Source code for optuna_integration.lightgbm.lightgbm

from __future__ import annotations

from typing import TYPE_CHECKING

import optuna
from optuna._imports import try_import


if TYPE_CHECKING:
    from lightgbm.basic import _LGBM_BoosterEvalMethodResultType
    from lightgbm.basic import _LGBM_BoosterEvalMethodResultWithStandardDeviationType
    from lightgbm.callback import CallbackEnv


with try_import() as _imports:
    import lightgbm as lgb  # NOQA



[docs]
class LightGBMPruningCallback:
    """Callback for LightGBM to prune unpromising trials.

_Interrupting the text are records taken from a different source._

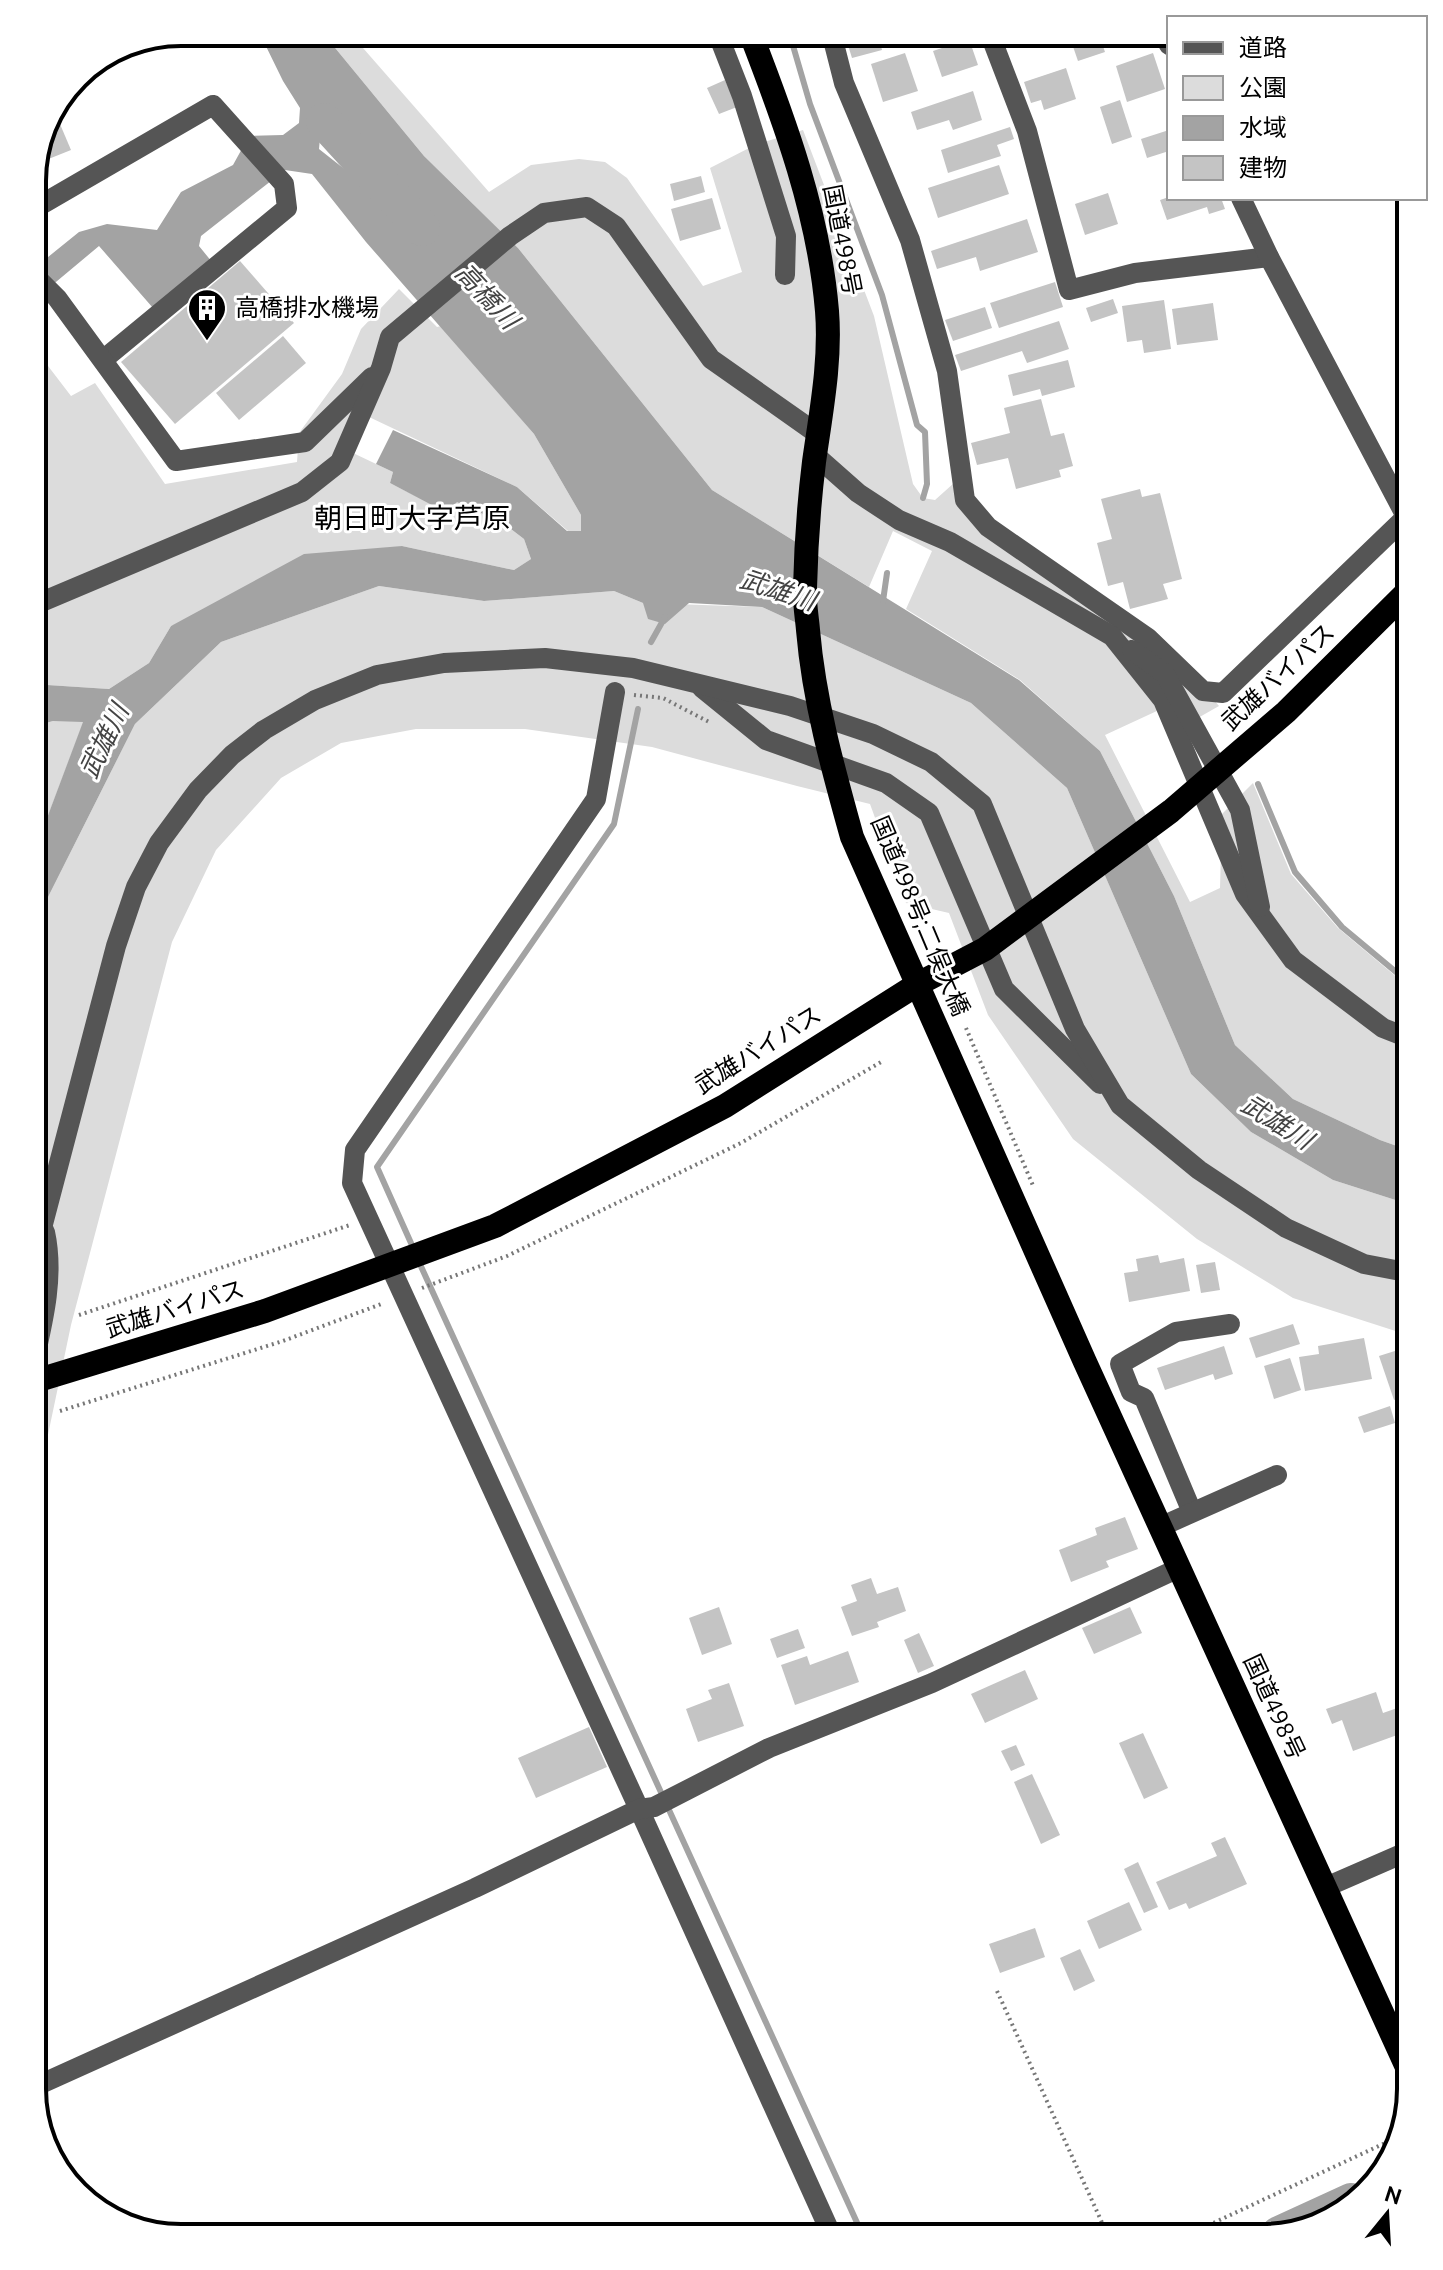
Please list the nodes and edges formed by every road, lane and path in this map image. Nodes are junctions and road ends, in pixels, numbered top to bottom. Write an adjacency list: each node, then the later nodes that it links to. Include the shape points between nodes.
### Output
1 (722, 46): 8 (street, via 786,236)
2 (756, 46): 12 (highway, 国道498号, via 778,102 816,238 827,312)
3 (835, 46): 18 (street, via 844,83 910,240 947,371 965,500 988,527 1148,638)
4 (994, 46): 7 (street, via 1027,131 1069,290 1135,273)
5 (1242, 200): 7 (street)
6 (46, 202): 10 (street, via 213,105 284,184 287,208)
7 (1269, 257): 13 (street)
8 (785, 275)
9 (46, 287): 10 (street)
10 (104, 359): 11 (street, via 176,461 305,442)
11 (381, 368): 12 (street, via 390,337 510,236 544,213 587,207 616,226 711,359); 15 (street, via 340,462 302,492)
12 (816, 452): 17 (street, via 858,493 899,520 950,542); 23 (highway, 国道498号;二俣大橋, via 804,591 810,657 852,837)
13 (1397, 501)
14 (1397, 532): 18 (street, via 1223,693 1203,691)
15 (46, 600)
16 (1397, 602): 23 (highway, 武雄バイパス, via 1286,712 1171,811 985,949)
17 (1112, 636): 18 (street); 22 (street, via 1163,700 1245,894)
18 (1173, 671): 22 (street, via 1240,810)
19 (696, 683): 27 (street, via 766,740 886,783 929,813 1004,989); 27 (street, via 873,734 931,762 982,804 1075,1029); 29 (street, via 633,668 545,658 444,663 377,675 315,700 232,755 159,843 136,887)
20 (615, 692): 21 (path, via 663,698); 30 (street, via 596,799 355,1150 352,1183)
21 (718, 726)
22 (1262, 918): 25 (street, via 1293,960)
23 (918, 984): 37 (highway, 国道498号;二俣大橋); 38 (highway, 武雄バイパス, via 725,1106 495,1226 265,1311)
24 (966, 1028): 28 (path)
25 (1397, 1034)
26 (883, 1061): 33 (path, via 741,1143 507,1256)
27 (1120, 1105): 32 (street, via 1199,1170 1286,1228 1364,1264)
28 (1035, 1189)
29 (46, 1209)
30 (369, 1219): 33 (street); 35 (path)
31 (46, 1234): 34 (street)
32 (1397, 1270)
33 (404, 1295): 39 (path, via 283,1341); 44 (street)
34 (46, 1307)
35 (79, 1315)
36 (1230, 1324): 41 (street, via 1176,1332 1120,1364 1131,1392 1144,1398)
37 (1085, 1362): 42 (highway, 国道498号)
38 (46, 1378)
39 (60, 1411)
40 (1277, 1475): 41 (street)
41 (1192, 1512): 42 (street)
42 (1160, 1527): 43 (highway, 国道498号)
43 (1179, 1568): 44 (street, via 932,1683 769,1748); 46 (highway, 国道498号)
44 (647, 1808): 49 (street); 51 (street)
45 (1397, 1856): 46 (street)
46 (1326, 1887): 48 (highway, 国道498号)
47 (997, 1991): 52 (path)
48 (1397, 2045)
49 (46, 2082)
50 (1386, 2142): 53 (path)
51 (827, 2224)
52 (1103, 2224)
53 (1211, 2224)

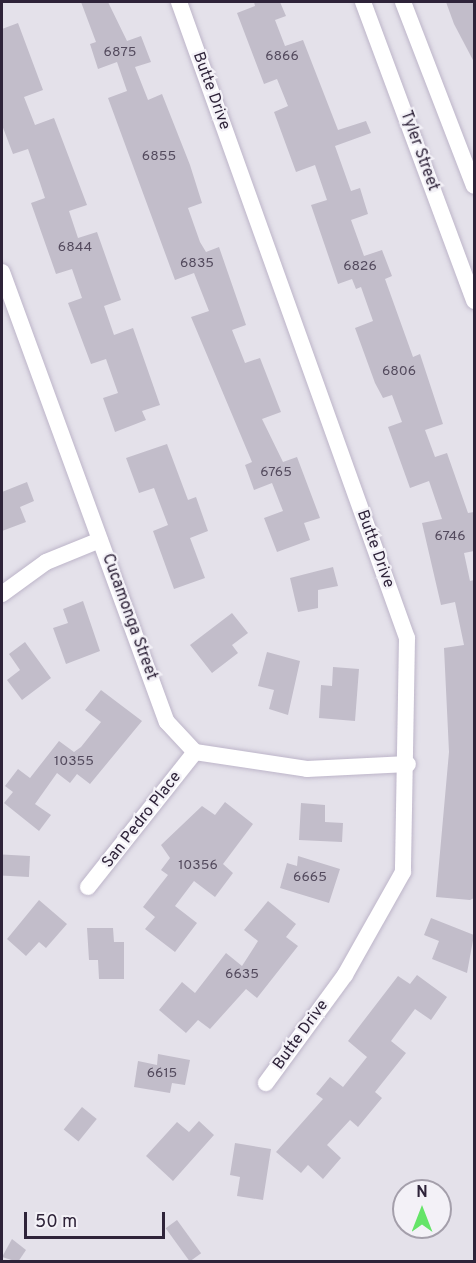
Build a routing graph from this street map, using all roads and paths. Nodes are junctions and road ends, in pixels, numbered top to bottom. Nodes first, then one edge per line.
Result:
1 (179, 2) edge
2 (363, 2) edge
3 (403, 2) edge
4 (474, 186) edge
5 (2, 272) edge
6 (474, 301) edge
7 (100, 540) junction
8 (2, 594) edge
9 (195, 752) junction
10 (408, 764) junction
11 (88, 887) dead end
12 (266, 1083) dead end

1 - 10 street, Butte Drive
2 - 6 street, Tyler Street
3 - 4 street
5 - 7 street, Cucamonga Street
7 - 8 street
7 - 9 street, Cucamonga Street
9 - 10 street
9 - 11 street, San Pedro Place
10 - 12 street, Butte Drive

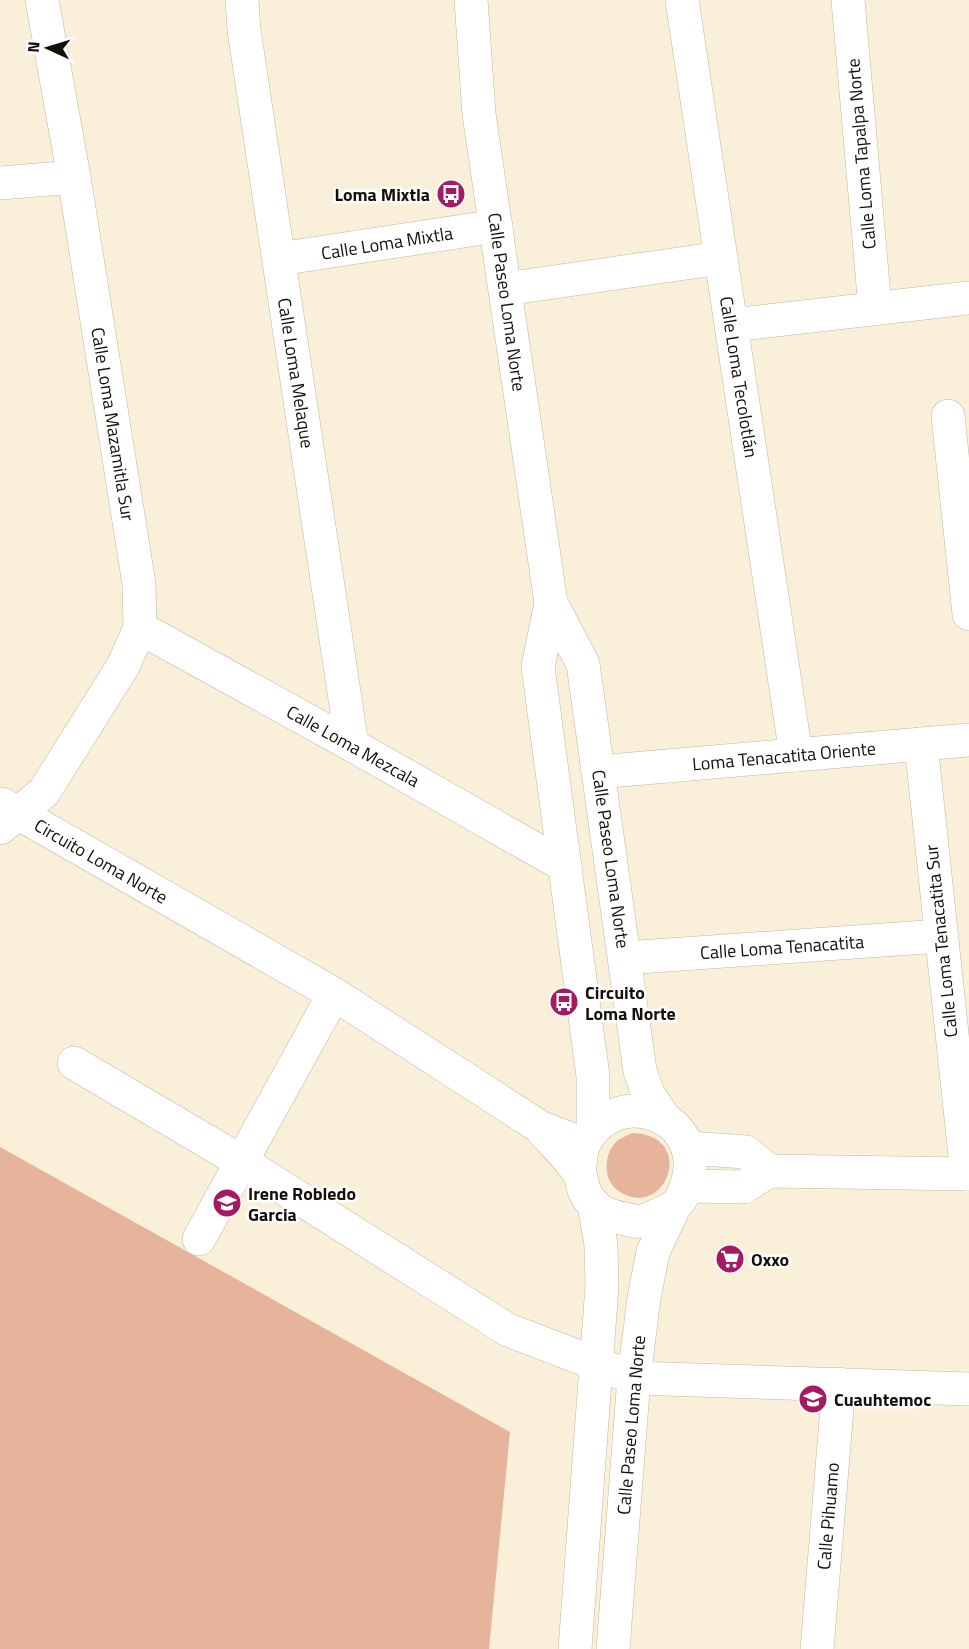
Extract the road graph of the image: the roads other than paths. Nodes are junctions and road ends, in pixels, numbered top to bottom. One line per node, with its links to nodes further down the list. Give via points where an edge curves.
1 (42, 0): 6 (street, Calle Loma Mazamitla Sur)
2 (242, 0): 10 (street, Calle Loma Melaque)
3 (471, 0): 8 (street, Calle Paseo Loma Norte, via 479,114)
4 (682, 0): 9 (street, Calle Loma Tecolotlán)
5 (848, 0): 13 (street, Calle Loma Tapalpa Norte)
6 (75, 177): 7 (street); 18 (street, Calle Loma Mazamitla Sur, via 139,584)
7 (0, 183)
8 (496, 226): 10 (street, Calle Loma Mixtla); 11 (street, Calle Paseo Loma Norte)
9 (721, 258): 11 (street); 14 (street, Calle Loma Tecolotlán)
10 (279, 259): 21 (street, Calle Loma Melaque)
11 (505, 290): 16 (street, Calle Paseo Loma Norte)
12 (969, 298): 13 (street)
13 (875, 308): 14 (street)
14 (732, 325): 22 (street, Calle Loma Tecolotlán)
15 (948, 416): 17 (street)
16 (551, 603): 23 (street, Calle Paseo Loma Norte, via 583,664); 25 (street, Calle Paseo Loma Norte, via 538,667)
17 (969, 614)
18 (140, 628): 21 (street, Calle Loma Mezcala); 24 (street, Calle Loma Mazamitla Sur, via 123,666 44,792)
19 (969, 740): 20 (street, Loma Tenacatita Oriente)
20 (921, 744): 22 (street, Loma Tenacatita Oriente); 26 (street, Calle Loma Tenacatita Sur)
21 (352, 745): 25 (street, Calle Loma Mezcala)
22 (796, 755): 23 (street, Loma Tenacatita Oriente)
23 (598, 772): 27 (street, Calle Paseo Loma Norte)
24 (6, 815): 28 (street, Circuito Loma Norte)
25 (565, 866): 32 (street, Calle Paseo Loma Norte, via 593,1076)
26 (940, 936): 27 (street, Calle Loma Tenacatita); 35 (street, Calle Loma Tenacatita Sur)
27 (625, 958): 30 (street, Calle Paseo Loma Norte, via 640,1071 648,1094)
28 (334, 994): 32 (street, Circuito Loma Norte, via 540,1127); 33 (street)
29 (74, 1064): 33 (street)
30 (664, 1118): 31 (street, via 679,1131); 32 (street, via 646,1111 626,1111 608,1117)
31 (688, 1148): 34 (street, via 746,1152); 36 (street, via 691,1167)
32 (585, 1149): 37 (street, via 584,1190)
33 (242, 1162): 38 (street); 39 (street, via 508,1330)
34 (769, 1171): 35 (street); 36 (street, via 744,1187)
35 (968, 1174)
36 (681, 1196): 37 (street, via 642,1222 607,1216); 40 (street, Calle Paseo Loma Norte, via 652,1252)
37 (594, 1205): 39 (street, via 601,1245 602,1286)
38 (200, 1239)
39 (596, 1363): 40 (street); 43 (street)
40 (634, 1378): 41 (street); 44 (street, Calle Paseo Loma Norte)
41 (839, 1384): 42 (street); 45 (street, Calle Pihuamo)
42 (969, 1389)
43 (575, 1649)
44 (613, 1649)
45 (818, 1649)

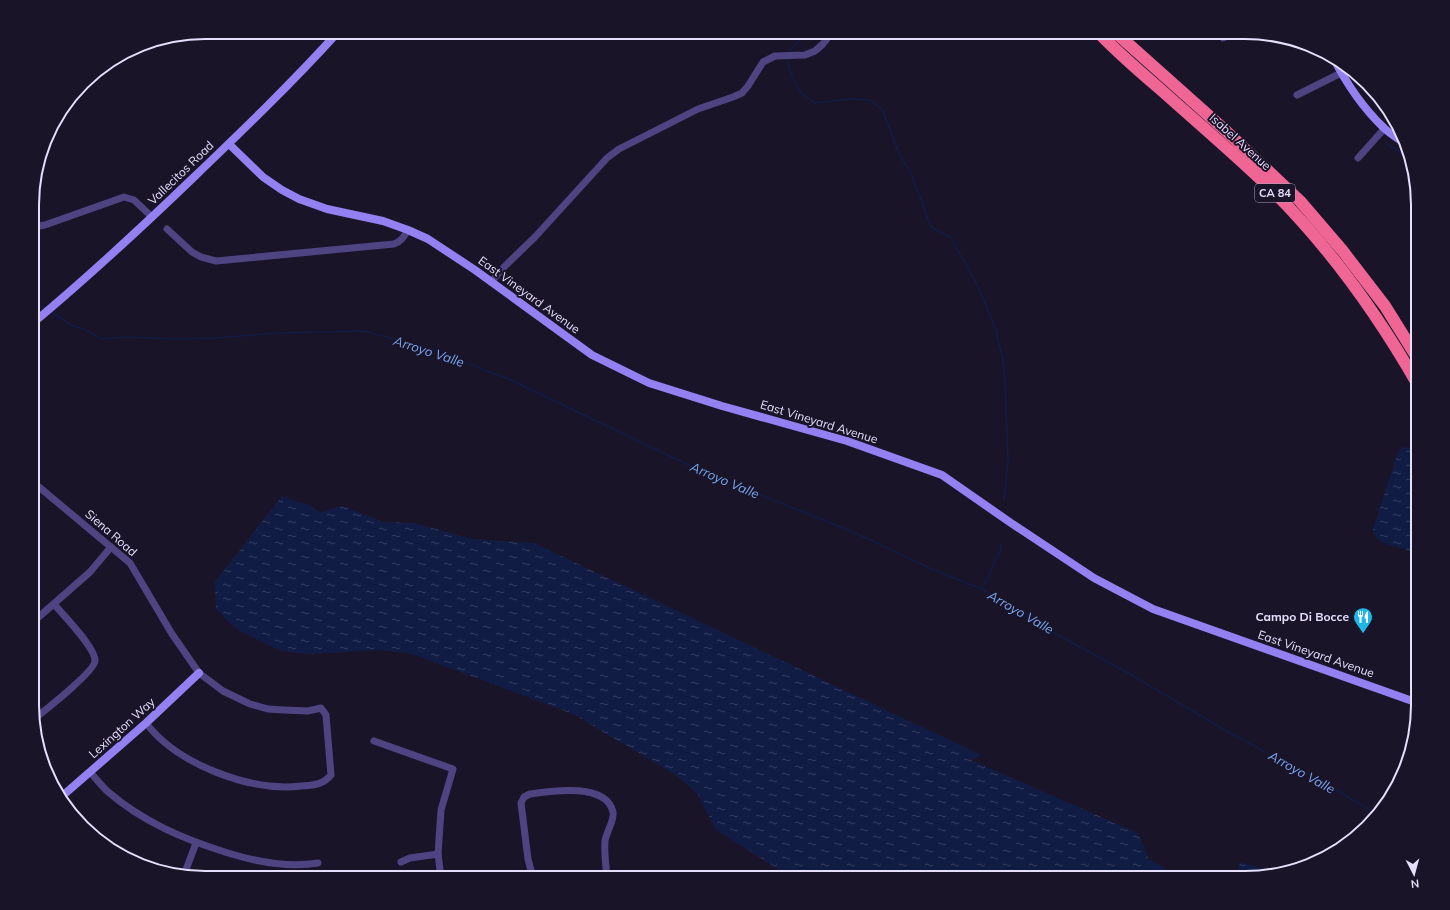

    See `the example <https://github.com/optuna/optuna-examples/blob/main/
    lightgbm/lightgbm_integration.py>`__
    if you want to add a pruning callback which observes accuracy
    of a LightGBM model.

    Args:
        trial:
            A :class:`~optuna.trial.Trial` corresponding to the current evaluation of
            the objective function.
        metric:
            An evaluation metric for pruning, e.g., ``binary_error`` and ``multi_error``.
            Please refer to
            `LightGBM reference
            <https://lightgbm.readthedocs.io/en/latest/Parameters.html#metric>`_
            for further details.
        valid_name:
            The name of the target validation.
            Validation names are specified by ``valid_names`` option of
            `train method
            <https://lightgbm.readthedocs.io/en/latest/Python-API.html#lightgbm.train>`_.
            If omitted, ``valid_0`` is used which is the default name of the first validation.
            Note that this argument will be ignored if you are calling
            `cv method <https://lightgbm.readthedocs.io/en/latest/Python-API.html#lightgbm.cv>`_
            instead of train method.
        report_interval:
            Check if the trial should report intermediate values for pruning every n-th boosting
            iteration. By default ``report_interval=1`` and reporting is performed after every
            iteration. Note that the pruning itself is performed according to the interval
            definition of the pruner.
    """

    def __init__(
        self,
        trial: optuna.trial.Trial,
        metric: str,
        valid_name: str = "valid_0",
        report_interval: int = 1,
    ) -> None:
        _imports.check()

        self._trial = trial
        self._valid_name = valid_name
        self._metric = metric
        self._report_interval = report_interval

    def _find_evaluation_result(
        self, target_valid_name: str, env: CallbackEnv
    ) -> (
        _LGBM_BoosterEvalMethodResultType
        | _LGBM_BoosterEvalMethodResultWithStandardDeviationType
        | None
    ):
        evaluation_result_list = env.evaluation_result_list
        if evaluation_result_list is None:
            return None

        # The structure of each member of `evaluation_result_list` as of LightGBM v4.6.0.
        # [
        #     (<dataset_name>, <metric_name>, avg(<values>), <is_higher_better>, std_dev(<values>))
        # ]
        for evaluation_result in evaluation_result_list:
            valid_name, metric, current_score, is_higher_better = evaluation_result[:4]
            # The prefix "valid " is added to metric name since LightGBM v4.0.0.
            if valid_name != target_valid_name or (
                metric != "valid " + self._metric and metric != self._metric
            ):
                continue
            return evaluation_result

        return None

    def __call__(self, env: CallbackEnv) -> None:
        if (env.iteration + 1) % self._report_interval == 0:
            # If this callback has been passed to `lightgbm.cv` function,
            # the value of `is_cv` becomes `True`. See also:
            # https://github.com/microsoft/LightGBM/blob/v4.1.0/python-package/lightgbm/engine.py#L533
            # Note that `5` is not the number of folds but the length of sequence.
            evaluation_result_list = env.evaluation_result_list
            is_cv = (
                evaluation_result_list is not None
                and len(evaluation_result_list) > 0
                and len(evaluation_result_list[0]) == 5
            )
            if is_cv:
                target_valid_name = "valid"
            else:
                target_valid_name = self._valid_name

            evaluation_result = self._find_evaluation_result(target_valid_name, env)
            if evaluation_result is None:
                raise ValueError(
                    'The entry associated with the validation name "{}" and the metric name "{}" '
                    "is not found in the evaluation result list {}.".format(
                        target_valid_name, self._metric, str(env.evaluation_result_list)
                    )
                )

            valid_name, metric, current_score, is_higher_better = evaluation_result[:4]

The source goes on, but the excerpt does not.